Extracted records
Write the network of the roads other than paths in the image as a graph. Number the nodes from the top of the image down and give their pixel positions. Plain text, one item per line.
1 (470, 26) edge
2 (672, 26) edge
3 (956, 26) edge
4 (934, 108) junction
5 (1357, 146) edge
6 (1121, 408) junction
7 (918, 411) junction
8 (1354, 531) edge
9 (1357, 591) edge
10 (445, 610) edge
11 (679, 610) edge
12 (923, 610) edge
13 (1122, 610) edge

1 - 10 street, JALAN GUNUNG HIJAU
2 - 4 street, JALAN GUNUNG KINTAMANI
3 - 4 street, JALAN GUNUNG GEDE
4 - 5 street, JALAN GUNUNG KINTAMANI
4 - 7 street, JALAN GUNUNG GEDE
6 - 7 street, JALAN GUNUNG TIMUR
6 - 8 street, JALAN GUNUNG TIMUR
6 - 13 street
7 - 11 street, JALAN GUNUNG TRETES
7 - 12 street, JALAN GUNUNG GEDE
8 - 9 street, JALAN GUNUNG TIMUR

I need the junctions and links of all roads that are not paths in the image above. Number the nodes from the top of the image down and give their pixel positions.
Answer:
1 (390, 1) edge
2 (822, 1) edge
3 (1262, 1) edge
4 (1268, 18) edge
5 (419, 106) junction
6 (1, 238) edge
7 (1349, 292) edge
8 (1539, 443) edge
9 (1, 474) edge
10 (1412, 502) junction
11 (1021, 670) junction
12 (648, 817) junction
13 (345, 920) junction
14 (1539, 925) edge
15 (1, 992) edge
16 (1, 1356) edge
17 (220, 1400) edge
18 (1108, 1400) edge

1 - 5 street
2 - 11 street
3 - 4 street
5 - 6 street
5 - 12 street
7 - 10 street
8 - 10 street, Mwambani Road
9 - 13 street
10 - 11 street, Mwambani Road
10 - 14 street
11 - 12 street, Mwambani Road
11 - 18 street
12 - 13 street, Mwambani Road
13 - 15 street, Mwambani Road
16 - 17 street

▶ _Description of the task_
Nothing but the lines from the one with "I need the junctions" through the end of the data above should be reproduced, each exactly, both ends included.

▶ _Expected answer_
I need the junctions and links of all roads that are not paths in the image above. Number the nodes from the top of the image down and give their pixel positions.
Answer:
1 (390, 1) edge
2 (822, 1) edge
3 (1262, 1) edge
4 (1268, 18) edge
5 (419, 106) junction
6 (1, 238) edge
7 (1349, 292) edge
8 (1539, 443) edge
9 (1, 474) edge
10 (1412, 502) junction
11 (1021, 670) junction
12 (648, 817) junction
13 (345, 920) junction
14 (1539, 925) edge
15 (1, 992) edge
16 (1, 1356) edge
17 (220, 1400) edge
18 (1108, 1400) edge

1 - 5 street
2 - 11 street
3 - 4 street
5 - 6 street
5 - 12 street
7 - 10 street
8 - 10 street, Mwambani Road
9 - 13 street
10 - 11 street, Mwambani Road
10 - 14 street
11 - 12 street, Mwambani Road
11 - 18 street
12 - 13 street, Mwambani Road
13 - 15 street, Mwambani Road
16 - 17 street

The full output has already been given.